Acadia Pharmaceuticals Adopts Sweeping Bylaw Reforms to Bolster Governance Standards

Acadia Pharmaceuticals Inc. has implemented significant amendments to its corporate bylaws, introducing modernized governance measures aimed at aligning with Delaware law and enhancing shareholder transparency. The revised bylaws include updates to procedures for shareholder meetings, board nominations, and proxy solicitation practices.

Key changes clarify meeting logistics, granting the board authority to postpone or cancel meetings, and redefine quorum as a majority of voting power. Director nominations are now subject to stricter rules—shareholders must be record holders on both the notice and meeting dates, may only nominate as many directors as seats available, and must comply with detailed disclosure and certification requirements.
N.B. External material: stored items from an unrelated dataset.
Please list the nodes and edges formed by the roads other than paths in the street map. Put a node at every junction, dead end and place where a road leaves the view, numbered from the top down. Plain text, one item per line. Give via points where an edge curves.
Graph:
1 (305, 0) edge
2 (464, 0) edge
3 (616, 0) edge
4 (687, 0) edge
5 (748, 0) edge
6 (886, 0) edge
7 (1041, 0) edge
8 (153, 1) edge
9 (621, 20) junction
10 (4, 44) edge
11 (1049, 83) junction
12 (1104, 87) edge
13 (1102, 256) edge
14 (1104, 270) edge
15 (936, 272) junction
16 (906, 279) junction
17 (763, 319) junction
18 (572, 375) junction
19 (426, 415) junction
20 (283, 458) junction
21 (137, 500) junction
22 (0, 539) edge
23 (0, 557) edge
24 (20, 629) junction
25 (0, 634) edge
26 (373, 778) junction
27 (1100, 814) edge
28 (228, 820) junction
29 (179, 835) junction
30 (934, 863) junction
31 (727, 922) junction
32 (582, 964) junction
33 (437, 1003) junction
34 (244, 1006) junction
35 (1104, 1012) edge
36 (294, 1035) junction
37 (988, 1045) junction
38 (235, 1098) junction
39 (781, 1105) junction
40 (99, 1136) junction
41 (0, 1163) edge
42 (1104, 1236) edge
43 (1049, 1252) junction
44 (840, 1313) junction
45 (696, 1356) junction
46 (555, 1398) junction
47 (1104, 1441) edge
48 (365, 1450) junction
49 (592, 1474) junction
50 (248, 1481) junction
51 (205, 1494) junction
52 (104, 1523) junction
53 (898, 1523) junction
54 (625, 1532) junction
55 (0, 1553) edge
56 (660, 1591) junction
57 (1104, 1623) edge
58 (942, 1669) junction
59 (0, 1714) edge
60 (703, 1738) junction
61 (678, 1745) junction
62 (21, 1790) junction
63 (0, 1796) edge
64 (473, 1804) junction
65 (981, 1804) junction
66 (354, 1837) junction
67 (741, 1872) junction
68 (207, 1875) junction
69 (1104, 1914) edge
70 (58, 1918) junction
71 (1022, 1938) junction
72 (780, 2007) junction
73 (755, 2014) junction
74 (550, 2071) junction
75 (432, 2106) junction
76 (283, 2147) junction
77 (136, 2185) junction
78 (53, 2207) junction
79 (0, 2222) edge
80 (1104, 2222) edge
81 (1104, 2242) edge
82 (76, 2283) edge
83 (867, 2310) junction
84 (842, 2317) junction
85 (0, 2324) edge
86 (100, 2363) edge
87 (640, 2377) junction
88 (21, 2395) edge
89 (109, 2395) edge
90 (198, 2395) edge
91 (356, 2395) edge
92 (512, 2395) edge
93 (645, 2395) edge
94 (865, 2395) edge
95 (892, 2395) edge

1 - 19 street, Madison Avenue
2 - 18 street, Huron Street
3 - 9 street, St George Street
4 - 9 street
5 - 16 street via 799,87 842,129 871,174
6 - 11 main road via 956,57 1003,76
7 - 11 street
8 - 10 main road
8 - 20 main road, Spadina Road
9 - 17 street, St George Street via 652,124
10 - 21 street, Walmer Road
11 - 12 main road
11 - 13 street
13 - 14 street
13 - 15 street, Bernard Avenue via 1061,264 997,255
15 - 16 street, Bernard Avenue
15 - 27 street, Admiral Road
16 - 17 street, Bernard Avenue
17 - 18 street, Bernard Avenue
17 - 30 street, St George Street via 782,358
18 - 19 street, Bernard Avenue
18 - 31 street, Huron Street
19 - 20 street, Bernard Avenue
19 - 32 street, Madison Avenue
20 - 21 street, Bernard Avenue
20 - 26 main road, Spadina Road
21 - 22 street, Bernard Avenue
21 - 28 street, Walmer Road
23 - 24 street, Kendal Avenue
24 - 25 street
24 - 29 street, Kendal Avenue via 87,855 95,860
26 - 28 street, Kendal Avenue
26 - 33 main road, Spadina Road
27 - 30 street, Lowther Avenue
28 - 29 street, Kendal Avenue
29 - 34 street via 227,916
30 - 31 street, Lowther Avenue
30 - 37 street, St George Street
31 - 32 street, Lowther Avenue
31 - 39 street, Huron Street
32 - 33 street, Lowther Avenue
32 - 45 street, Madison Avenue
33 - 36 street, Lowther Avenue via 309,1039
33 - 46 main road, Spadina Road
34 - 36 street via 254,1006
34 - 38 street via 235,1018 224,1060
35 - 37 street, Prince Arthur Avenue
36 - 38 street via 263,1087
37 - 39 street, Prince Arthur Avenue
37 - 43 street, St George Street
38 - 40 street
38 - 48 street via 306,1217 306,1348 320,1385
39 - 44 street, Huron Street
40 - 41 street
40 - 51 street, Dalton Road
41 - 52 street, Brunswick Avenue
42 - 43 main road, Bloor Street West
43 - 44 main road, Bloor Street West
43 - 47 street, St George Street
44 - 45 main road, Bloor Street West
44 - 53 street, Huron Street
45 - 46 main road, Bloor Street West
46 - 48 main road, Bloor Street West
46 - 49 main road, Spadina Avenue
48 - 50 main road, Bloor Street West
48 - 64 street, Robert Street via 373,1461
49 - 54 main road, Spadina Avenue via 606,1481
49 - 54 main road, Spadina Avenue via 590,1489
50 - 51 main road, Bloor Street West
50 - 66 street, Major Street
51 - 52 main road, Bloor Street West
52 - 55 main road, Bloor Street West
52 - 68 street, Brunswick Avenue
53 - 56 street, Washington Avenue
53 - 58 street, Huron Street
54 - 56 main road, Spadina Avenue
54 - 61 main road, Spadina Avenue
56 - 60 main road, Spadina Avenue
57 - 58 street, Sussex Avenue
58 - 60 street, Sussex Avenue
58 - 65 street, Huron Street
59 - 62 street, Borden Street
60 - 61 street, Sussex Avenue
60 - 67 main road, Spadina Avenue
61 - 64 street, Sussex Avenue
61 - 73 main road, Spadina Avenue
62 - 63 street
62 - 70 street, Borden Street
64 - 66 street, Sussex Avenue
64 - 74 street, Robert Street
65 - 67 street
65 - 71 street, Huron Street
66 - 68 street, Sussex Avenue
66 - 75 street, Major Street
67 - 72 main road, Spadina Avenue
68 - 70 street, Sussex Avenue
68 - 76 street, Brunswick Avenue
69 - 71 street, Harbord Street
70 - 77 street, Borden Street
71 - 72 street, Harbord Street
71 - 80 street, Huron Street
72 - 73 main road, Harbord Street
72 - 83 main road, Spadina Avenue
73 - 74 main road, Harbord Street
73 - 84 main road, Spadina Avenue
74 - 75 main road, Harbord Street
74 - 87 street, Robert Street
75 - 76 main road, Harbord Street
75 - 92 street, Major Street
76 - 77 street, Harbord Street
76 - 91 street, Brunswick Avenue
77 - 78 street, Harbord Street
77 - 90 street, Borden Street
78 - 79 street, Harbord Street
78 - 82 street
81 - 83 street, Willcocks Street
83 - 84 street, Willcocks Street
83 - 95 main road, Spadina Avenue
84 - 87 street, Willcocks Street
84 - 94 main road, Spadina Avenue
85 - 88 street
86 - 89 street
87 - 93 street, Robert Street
The new bylaws also incorporate federal universal proxy rules and require shareholder proponents or nominators to be present—physically or virtually—at meetings to submit proposals. Procedures for special meetings, record dates, indemnification rights, and shareholder list access have been strengthened, while Delaware’s Court of Chancery is designated as the exclusive forum for most corporate disputes.

These updates reflect Acadia’s commitment to high governance standards and aim to ensure clarity, consistency, and fairness in corporate decision-making processes.